Friday, July 18, 2008

Being a Special Parent

When you've got a special needs child I think the parenting you need to do, to advocate for that child, makes you pretty special too. So after some heavy-duty stress on that front, I have decided, I'm a special parent. Not necessarily better or worse, or even harder working. My job description is just different from the general population's parents.

So here's my special education rant. I'll work hard to keep it general and refrain from any attacks, but it's been frustrating.

We special parents (and I haven't been elected spokesperson, but I think these are generally held opinions) don't want anything all that different for our kids than what typical parents want. We want happy kids that are in learning environments, reaching towards their potential to become contributing members of society. We don't want our kids isolated from the world, but we want them to be safe and happy. Optimistically, we want our schools to show us that they will care for our kids academically, socially and emotionally in the least restrictive setting we can find.

Here comes the rant...Why when we go to this less restrictive setting are our kids penalized? When a child (and their parents) takes a risk to go to a less restrictive, more challenging setting, the government needs to give them extra support. What I see is an attitude on the order of "if you think you can make it in a less restrictive setting you don't need our support." It's an absolute Catch-22. In a restrictive setting we don't need extra services. The school day is filled with as much of that as can be tolerated. We could have supplemental services, but we didn't need them. In a less restrictive setting there aren't as many services during the day. To be able to make it in that situation we need to supplement services, but now that we need them we can't have them.
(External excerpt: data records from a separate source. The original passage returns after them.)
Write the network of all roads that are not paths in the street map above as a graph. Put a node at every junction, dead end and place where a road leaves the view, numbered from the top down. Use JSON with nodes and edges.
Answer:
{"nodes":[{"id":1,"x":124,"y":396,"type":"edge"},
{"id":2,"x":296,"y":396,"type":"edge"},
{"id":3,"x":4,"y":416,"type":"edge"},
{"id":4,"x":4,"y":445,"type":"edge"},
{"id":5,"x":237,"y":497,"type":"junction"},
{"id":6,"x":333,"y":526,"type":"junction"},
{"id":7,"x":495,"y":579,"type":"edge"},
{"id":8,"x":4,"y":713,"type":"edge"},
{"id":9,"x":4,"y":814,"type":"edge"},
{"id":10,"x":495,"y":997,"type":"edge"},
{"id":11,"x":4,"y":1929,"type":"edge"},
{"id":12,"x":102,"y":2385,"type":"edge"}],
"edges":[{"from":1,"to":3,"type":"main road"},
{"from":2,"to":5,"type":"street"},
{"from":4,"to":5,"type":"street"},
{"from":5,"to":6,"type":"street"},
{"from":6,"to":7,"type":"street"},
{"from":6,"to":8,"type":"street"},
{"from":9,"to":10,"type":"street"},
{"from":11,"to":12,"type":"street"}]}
Let me try to state this more generally because I'm talking about a mindset and not a specific problem. Growth requires risks and the occasional failure. Special needs kids need to be encouraged to take these risks. If we set it up so that they are punished, by losing supports when they take a risk, the result is going to be stagnation.

1 comment:

  1. I get the feeling that you had a bad experience with an IEP team recently. Would you be comfortable sharing the details with me?

    I have another question of you that I'd rather not ask in comments. Please drop me a line.